The President, LCCI, Dr. Nike Akande, explained that integration is the main vehicle for boosting trade within the sub-region, saying that with integration, West African economies would be stronger and also be able to cope with the challenges of globalisation.
She added that in these days of raging forces of globalisation, individualistic disposition and outlook may not be sustainable, calling for the need for west African countries to broaden its perspectives and thinking beyond individual countries.
“We should begin to develop not only regional, but also continental and global outlook for our businesses and economies. This is one message we should all go home with from this forum. The recent setback in the European Union marked by the exit of Britain does not distract from the immense benefits and value of economic integration,” she said.
She pointed out that with a robust market of over 350 million people, significant benefits of economies of scaled would be enjoyed y businesses in the event of full market integration.
She said for too long, private sector organisations and institutions have confined themselves to the comfort of their individual countries, while the continent\’s counterparts in other parts of the world are advancing the frontiers of their economies and markets through integration.
“This is an opportunity to review the state of economic integration in our sub region, identify the challenges and proffer solutions, especially from the private sector perspective.
The representative of the Minister of Transportation, Rotimi Amaechi, the Director, Transport Planning of the Ministry of Transport, Mr. Solomon Ishaya, said one of the determinants of economic growth is exposure to international trade, saying that Nigeria as a coastal State under international conventions and agreement is bound to not only to develop its transport infrastructure for its consumption but to also factor in the interest of the landlocked neighbouring nations.
He said the ministry is responding to the growth and sophistication of international trade through unbundling of agencies under the ministry out of their previous corporation status as to allow private sector participation and investments while government regulates, stressing that this will make for rapid development of the ports, railways and waterway subsector.

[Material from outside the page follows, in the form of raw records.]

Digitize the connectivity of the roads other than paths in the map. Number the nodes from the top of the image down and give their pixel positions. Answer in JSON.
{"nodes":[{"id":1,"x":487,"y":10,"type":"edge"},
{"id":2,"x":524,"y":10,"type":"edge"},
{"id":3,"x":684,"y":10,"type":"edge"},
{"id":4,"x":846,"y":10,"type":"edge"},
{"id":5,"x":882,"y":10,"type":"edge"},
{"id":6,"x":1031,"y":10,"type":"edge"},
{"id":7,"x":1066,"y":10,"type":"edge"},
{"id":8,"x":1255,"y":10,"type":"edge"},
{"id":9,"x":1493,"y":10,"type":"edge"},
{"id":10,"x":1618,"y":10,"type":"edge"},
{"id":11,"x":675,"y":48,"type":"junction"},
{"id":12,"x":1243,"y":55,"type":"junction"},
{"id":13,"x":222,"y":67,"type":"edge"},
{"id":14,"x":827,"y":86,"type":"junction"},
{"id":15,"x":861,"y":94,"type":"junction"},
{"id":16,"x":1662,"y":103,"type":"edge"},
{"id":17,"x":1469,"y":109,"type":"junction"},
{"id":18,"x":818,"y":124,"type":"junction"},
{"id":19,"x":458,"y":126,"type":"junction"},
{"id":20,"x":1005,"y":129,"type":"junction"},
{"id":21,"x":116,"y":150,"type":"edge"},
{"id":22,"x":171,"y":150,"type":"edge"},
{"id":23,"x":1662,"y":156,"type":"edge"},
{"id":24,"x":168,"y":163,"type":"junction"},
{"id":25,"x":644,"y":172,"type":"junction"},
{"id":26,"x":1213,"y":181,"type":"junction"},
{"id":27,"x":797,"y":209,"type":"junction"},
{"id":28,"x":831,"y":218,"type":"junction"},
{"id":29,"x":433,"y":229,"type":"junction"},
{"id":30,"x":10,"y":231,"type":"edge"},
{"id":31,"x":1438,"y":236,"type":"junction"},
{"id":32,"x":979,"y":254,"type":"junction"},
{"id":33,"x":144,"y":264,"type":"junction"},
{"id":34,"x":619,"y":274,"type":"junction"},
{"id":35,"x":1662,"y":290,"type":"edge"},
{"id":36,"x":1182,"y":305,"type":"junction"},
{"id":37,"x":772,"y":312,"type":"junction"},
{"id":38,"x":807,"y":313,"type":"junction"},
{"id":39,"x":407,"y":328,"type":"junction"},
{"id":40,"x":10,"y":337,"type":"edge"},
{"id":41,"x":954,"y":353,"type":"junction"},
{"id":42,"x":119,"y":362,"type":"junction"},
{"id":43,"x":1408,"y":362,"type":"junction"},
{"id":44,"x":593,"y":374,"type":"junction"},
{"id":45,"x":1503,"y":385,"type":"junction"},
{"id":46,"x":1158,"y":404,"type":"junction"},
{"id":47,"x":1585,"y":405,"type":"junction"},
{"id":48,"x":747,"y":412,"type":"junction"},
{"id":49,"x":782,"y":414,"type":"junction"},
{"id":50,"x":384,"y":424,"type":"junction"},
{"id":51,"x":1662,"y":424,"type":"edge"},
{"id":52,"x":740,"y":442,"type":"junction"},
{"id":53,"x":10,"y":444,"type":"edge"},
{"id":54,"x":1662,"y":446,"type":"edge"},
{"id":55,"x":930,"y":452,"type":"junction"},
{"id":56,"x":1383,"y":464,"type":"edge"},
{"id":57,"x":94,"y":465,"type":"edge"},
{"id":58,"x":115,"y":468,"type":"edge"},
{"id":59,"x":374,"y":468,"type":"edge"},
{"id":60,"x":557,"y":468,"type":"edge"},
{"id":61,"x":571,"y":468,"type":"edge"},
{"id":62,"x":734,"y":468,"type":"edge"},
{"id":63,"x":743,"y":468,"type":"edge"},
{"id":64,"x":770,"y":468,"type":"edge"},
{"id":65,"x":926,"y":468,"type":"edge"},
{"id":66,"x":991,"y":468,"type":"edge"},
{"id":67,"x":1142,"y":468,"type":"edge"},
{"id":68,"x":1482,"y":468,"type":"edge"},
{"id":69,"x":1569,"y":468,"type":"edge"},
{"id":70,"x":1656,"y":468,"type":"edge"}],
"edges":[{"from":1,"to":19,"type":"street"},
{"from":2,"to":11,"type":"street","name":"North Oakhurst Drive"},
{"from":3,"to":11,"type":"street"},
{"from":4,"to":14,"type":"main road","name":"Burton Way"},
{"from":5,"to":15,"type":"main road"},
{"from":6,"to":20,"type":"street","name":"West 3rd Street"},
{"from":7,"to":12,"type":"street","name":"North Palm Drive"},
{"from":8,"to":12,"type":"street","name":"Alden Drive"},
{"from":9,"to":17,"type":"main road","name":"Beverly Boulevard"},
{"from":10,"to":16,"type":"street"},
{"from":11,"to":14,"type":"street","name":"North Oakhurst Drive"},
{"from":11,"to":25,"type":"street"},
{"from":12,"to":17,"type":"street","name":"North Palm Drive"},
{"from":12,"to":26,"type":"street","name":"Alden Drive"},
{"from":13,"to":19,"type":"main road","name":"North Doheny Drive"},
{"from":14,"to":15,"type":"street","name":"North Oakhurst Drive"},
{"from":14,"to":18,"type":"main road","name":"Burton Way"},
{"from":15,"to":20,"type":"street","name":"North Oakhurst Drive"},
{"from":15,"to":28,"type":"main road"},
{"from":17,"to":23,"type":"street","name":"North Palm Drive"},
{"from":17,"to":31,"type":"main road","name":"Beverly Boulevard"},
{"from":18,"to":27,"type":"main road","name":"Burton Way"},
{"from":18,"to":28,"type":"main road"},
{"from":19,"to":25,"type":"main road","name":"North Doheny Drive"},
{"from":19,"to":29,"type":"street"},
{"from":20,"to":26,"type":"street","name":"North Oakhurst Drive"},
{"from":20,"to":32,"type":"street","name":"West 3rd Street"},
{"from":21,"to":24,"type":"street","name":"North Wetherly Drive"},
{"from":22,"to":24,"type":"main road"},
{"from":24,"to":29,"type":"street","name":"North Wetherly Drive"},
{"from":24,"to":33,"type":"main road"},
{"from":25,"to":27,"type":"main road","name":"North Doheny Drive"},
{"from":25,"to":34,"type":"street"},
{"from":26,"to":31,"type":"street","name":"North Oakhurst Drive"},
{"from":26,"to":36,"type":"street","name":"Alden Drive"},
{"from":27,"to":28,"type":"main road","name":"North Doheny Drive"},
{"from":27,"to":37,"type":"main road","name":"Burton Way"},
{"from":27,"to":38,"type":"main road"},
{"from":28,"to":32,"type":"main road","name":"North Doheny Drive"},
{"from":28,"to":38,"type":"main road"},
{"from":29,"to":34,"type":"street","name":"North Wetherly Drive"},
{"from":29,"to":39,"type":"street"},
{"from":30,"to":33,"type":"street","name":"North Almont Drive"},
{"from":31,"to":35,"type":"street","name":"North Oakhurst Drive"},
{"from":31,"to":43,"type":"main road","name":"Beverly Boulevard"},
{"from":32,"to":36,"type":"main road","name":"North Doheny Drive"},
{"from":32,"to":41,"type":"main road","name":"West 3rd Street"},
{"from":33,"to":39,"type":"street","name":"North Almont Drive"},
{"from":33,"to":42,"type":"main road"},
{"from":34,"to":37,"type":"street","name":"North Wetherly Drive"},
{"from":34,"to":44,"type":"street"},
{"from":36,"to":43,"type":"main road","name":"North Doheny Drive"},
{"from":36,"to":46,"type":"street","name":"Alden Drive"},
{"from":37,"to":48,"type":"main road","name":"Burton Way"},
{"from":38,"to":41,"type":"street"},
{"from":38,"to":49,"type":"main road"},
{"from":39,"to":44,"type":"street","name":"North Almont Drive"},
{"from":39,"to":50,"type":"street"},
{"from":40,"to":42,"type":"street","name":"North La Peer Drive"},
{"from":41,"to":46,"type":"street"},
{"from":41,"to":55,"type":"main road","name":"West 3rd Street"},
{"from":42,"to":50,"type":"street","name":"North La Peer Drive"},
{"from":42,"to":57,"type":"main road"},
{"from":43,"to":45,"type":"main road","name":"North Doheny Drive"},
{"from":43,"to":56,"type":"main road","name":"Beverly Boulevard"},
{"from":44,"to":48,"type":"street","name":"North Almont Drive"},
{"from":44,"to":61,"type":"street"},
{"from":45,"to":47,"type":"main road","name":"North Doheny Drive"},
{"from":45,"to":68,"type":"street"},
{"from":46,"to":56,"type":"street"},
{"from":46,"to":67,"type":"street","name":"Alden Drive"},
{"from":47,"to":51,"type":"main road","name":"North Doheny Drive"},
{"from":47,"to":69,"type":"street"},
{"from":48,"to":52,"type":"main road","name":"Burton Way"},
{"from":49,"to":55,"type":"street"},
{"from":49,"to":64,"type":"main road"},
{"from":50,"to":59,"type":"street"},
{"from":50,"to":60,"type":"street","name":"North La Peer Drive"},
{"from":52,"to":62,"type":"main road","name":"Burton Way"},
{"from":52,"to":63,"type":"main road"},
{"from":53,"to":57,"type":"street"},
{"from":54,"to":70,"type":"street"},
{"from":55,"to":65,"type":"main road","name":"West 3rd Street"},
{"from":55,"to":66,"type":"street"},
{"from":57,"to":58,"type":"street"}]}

He pointed out that the ministry to sign BASA agreement with the land lock countries where sometimes businessmen fly from Lagos to France before accessing Niger. He said the ministry embarked on several feasibility studies for new standard gauge rail lines to be developed through public private partnership, maintaining that the federal government will continually spearhead policies, programmes and projects that will facilitate seamless trade relations among ECOWAS states.